## Instructions for the task
Wherever the word "Please" appears in a line of the data, that line should be copied.

Given data section start

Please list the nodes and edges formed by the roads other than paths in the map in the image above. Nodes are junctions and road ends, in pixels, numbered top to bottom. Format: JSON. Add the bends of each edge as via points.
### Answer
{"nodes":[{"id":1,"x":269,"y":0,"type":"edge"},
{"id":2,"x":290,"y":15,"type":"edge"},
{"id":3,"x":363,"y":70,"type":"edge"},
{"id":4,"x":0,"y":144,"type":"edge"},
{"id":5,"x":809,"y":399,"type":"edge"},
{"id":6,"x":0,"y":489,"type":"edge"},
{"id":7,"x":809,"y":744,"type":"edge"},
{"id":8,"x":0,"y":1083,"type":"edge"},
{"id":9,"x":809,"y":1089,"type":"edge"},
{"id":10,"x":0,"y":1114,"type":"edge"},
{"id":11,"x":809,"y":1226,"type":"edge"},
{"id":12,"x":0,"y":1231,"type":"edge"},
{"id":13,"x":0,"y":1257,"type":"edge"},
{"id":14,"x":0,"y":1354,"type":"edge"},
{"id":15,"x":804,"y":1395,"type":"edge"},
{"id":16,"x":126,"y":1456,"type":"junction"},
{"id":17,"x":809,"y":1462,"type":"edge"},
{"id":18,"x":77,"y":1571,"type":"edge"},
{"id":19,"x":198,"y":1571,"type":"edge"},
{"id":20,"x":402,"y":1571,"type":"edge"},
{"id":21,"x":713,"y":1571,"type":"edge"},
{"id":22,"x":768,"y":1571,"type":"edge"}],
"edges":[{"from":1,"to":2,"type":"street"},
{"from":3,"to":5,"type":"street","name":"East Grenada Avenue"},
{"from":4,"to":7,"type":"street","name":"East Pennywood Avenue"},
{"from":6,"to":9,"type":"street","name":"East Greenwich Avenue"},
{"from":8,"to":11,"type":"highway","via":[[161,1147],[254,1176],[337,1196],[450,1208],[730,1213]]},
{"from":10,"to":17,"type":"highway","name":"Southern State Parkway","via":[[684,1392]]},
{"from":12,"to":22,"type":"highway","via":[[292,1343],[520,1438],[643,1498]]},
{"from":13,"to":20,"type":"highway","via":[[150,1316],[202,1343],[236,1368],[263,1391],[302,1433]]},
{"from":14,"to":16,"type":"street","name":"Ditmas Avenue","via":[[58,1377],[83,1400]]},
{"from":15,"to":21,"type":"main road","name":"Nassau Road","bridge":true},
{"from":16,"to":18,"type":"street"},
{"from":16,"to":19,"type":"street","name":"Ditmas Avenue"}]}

Given data section end
Given data section start

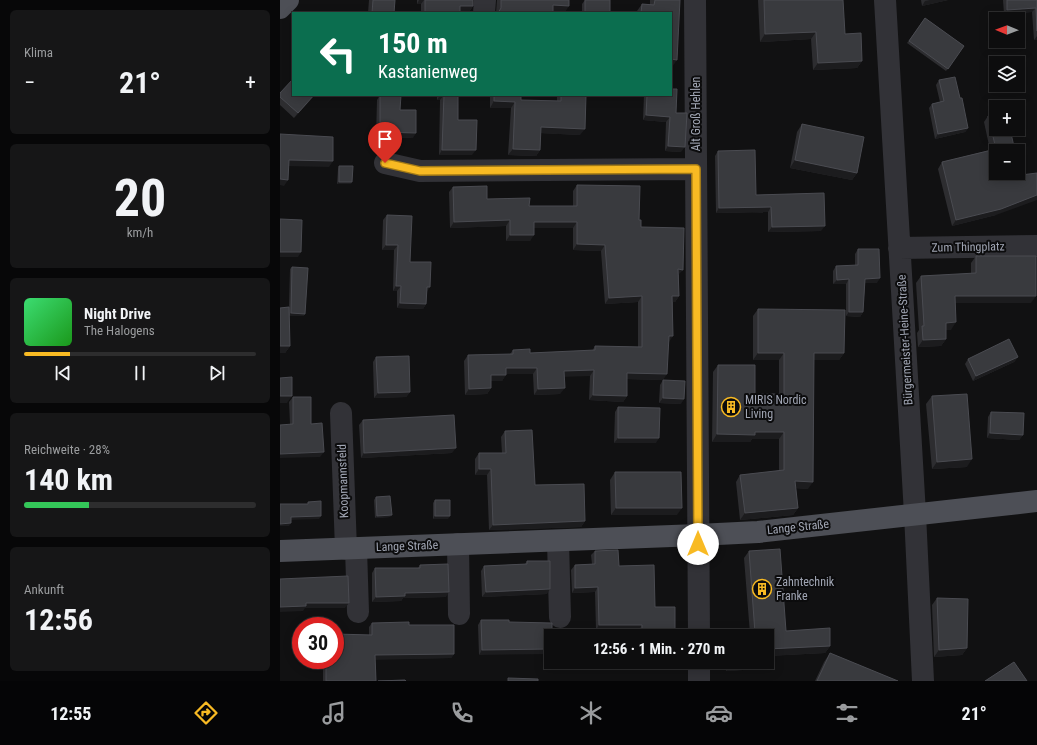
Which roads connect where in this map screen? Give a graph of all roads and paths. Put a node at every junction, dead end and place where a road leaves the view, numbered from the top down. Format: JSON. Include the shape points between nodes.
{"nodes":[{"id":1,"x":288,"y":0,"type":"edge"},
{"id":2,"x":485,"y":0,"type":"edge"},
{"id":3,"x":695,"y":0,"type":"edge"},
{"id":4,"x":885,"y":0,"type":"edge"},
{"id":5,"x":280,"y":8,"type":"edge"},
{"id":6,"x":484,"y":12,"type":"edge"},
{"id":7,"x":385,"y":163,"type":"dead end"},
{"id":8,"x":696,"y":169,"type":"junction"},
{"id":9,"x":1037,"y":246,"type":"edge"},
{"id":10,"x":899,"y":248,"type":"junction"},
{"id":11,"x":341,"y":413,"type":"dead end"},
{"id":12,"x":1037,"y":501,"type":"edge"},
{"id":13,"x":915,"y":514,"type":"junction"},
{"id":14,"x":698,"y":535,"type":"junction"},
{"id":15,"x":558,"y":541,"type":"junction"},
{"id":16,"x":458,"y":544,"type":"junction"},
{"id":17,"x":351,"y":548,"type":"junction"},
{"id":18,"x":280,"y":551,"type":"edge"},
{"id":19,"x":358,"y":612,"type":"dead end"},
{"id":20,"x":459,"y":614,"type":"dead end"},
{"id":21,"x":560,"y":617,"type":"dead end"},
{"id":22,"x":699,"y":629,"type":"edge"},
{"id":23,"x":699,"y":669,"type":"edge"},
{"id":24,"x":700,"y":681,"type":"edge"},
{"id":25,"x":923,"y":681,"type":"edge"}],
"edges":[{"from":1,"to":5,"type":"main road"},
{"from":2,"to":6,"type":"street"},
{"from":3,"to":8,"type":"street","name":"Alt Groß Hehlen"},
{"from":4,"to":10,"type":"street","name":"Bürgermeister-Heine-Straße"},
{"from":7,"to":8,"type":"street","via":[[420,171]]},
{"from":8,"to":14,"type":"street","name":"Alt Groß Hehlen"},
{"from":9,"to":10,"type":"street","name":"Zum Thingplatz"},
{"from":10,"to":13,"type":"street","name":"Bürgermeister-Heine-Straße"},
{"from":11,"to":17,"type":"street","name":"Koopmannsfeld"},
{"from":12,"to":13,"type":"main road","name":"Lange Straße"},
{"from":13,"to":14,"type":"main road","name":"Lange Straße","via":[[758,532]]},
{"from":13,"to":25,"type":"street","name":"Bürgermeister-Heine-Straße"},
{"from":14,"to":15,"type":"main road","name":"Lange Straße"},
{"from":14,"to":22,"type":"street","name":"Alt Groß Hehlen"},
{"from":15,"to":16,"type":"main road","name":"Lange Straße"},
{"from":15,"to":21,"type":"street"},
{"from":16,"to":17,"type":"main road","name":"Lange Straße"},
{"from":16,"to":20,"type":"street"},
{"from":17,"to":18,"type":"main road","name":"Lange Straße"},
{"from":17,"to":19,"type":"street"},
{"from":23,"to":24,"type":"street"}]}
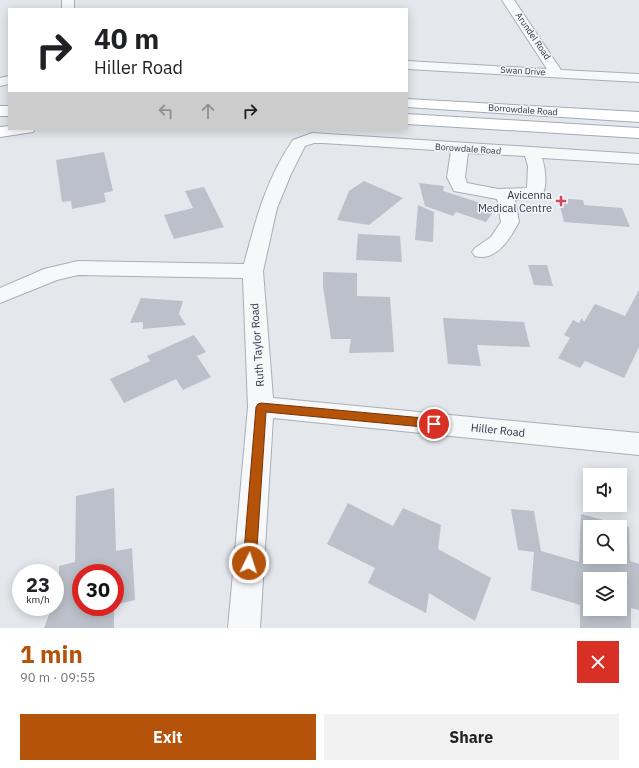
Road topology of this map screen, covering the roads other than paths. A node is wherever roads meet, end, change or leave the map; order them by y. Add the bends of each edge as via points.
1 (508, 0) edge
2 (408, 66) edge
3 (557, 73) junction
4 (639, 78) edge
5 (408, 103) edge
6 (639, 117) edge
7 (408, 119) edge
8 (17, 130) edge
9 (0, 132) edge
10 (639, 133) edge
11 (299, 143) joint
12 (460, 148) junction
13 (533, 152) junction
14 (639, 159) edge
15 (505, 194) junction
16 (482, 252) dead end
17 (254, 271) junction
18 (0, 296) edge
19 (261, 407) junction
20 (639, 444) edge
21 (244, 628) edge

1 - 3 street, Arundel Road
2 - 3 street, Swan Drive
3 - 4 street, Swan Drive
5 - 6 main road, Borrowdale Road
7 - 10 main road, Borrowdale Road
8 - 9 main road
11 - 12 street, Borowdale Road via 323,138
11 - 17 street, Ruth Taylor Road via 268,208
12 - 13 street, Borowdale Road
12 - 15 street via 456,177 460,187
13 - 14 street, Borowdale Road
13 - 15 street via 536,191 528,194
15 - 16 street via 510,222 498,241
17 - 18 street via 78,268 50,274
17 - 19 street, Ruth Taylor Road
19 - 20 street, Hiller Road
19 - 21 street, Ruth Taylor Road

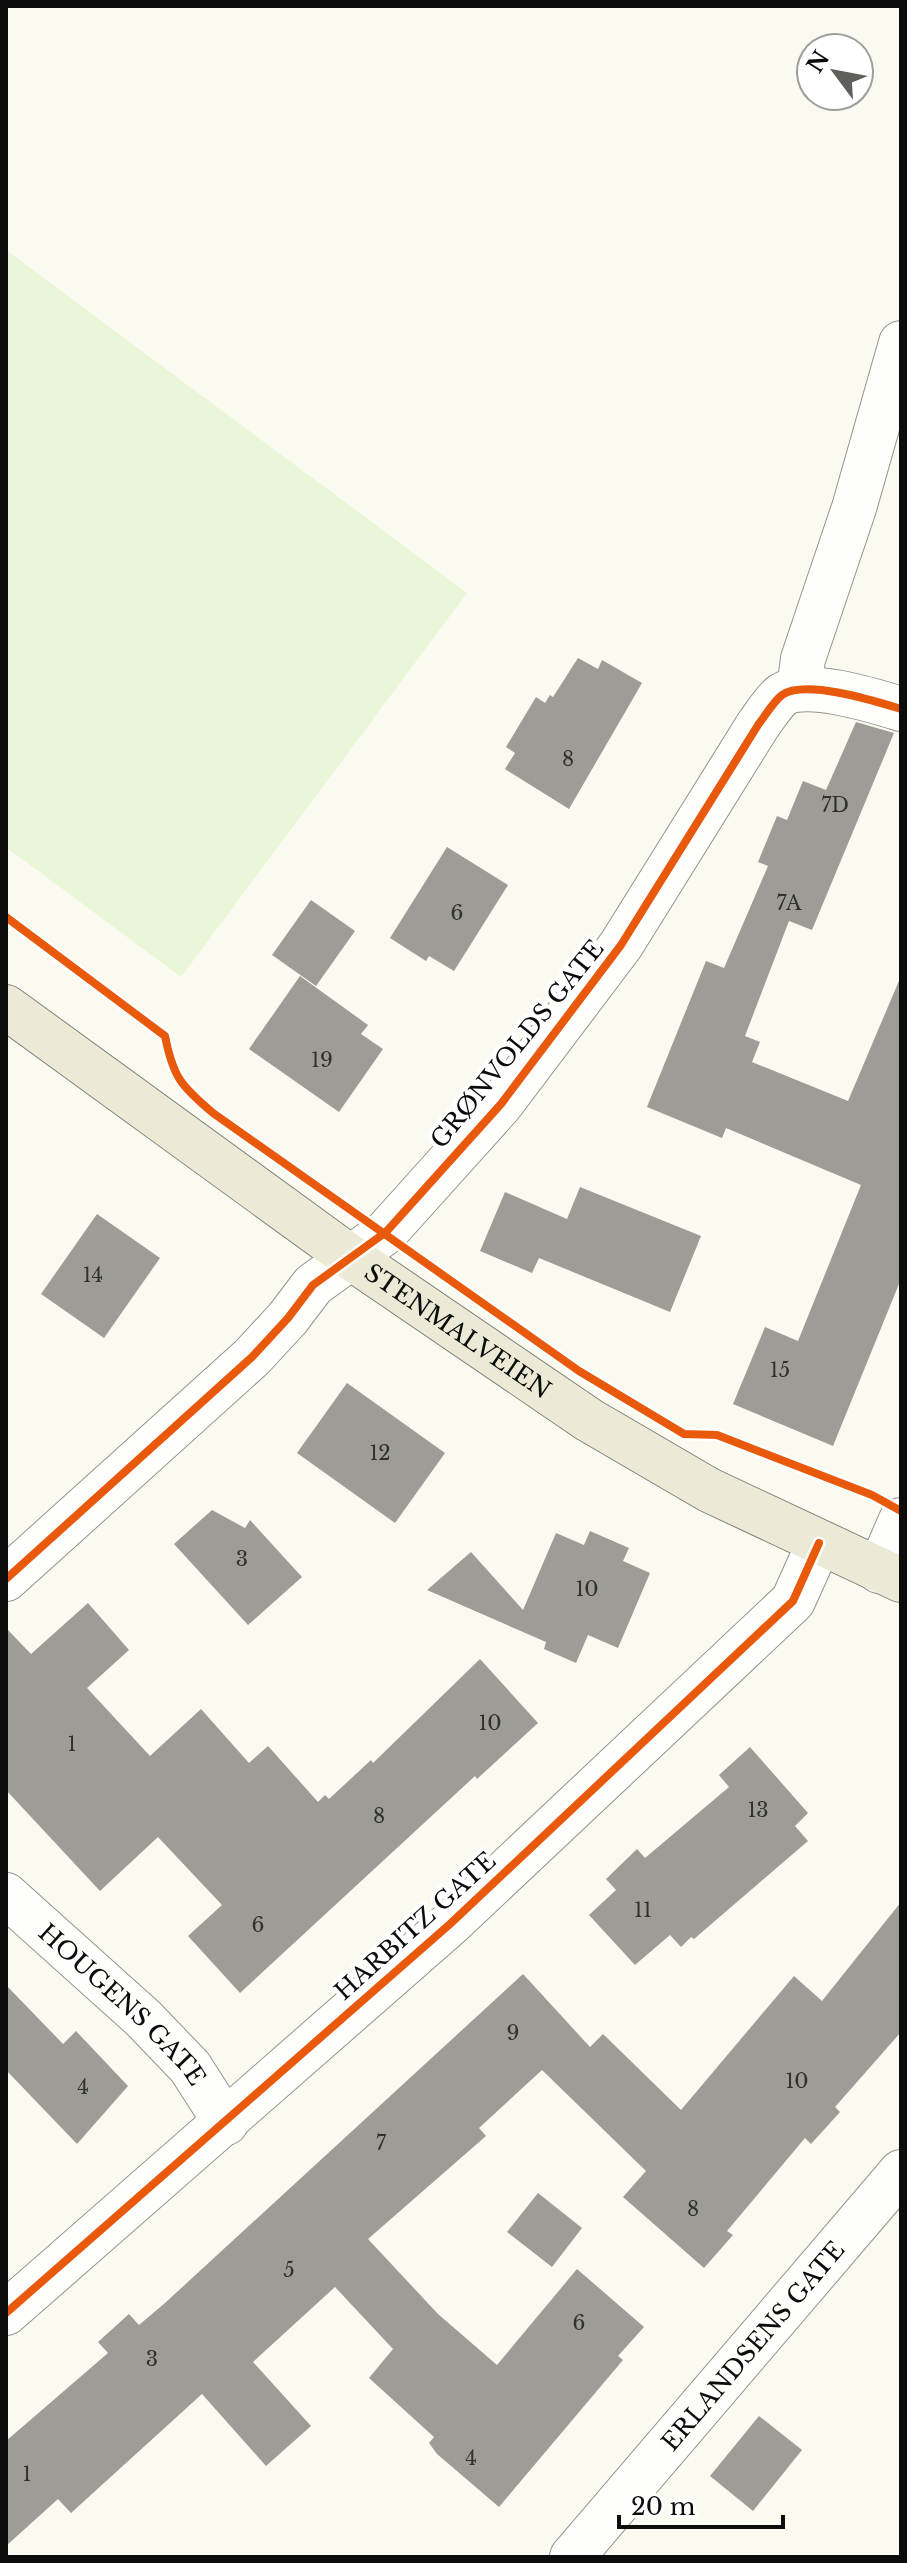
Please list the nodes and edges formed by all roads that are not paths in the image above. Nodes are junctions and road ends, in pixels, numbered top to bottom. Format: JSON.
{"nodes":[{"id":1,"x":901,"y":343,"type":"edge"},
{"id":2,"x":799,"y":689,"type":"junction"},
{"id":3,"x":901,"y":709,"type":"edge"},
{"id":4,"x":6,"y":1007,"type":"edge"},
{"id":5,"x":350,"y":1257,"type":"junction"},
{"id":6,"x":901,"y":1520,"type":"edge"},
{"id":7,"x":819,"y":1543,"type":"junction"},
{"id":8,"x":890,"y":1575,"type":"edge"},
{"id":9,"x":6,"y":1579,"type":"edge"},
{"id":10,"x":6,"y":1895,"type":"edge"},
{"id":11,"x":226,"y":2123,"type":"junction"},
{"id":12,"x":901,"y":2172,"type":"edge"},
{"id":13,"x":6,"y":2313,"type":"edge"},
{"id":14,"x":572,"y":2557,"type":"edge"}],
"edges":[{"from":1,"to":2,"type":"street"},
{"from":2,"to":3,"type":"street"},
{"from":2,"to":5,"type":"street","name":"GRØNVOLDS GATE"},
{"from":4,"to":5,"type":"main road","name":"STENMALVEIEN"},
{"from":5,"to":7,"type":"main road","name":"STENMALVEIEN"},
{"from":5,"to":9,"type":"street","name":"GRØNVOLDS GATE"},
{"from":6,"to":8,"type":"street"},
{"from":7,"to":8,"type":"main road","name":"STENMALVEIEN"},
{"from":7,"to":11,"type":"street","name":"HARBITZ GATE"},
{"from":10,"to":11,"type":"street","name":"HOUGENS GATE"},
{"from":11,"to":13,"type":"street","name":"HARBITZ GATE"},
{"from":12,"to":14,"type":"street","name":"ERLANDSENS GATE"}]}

Given data section end

## Response
Please list the nodes and edges formed by the roads other than paths in the map in the image above. Nodes are junctions and road ends, in pixels, numbered top to bottom. Format: JSON. Add the bends of each edge as via points.
Please list the nodes and edges formed by all roads that are not paths in the image above. Nodes are junctions and road ends, in pixels, numbered top to bottom. Format: JSON.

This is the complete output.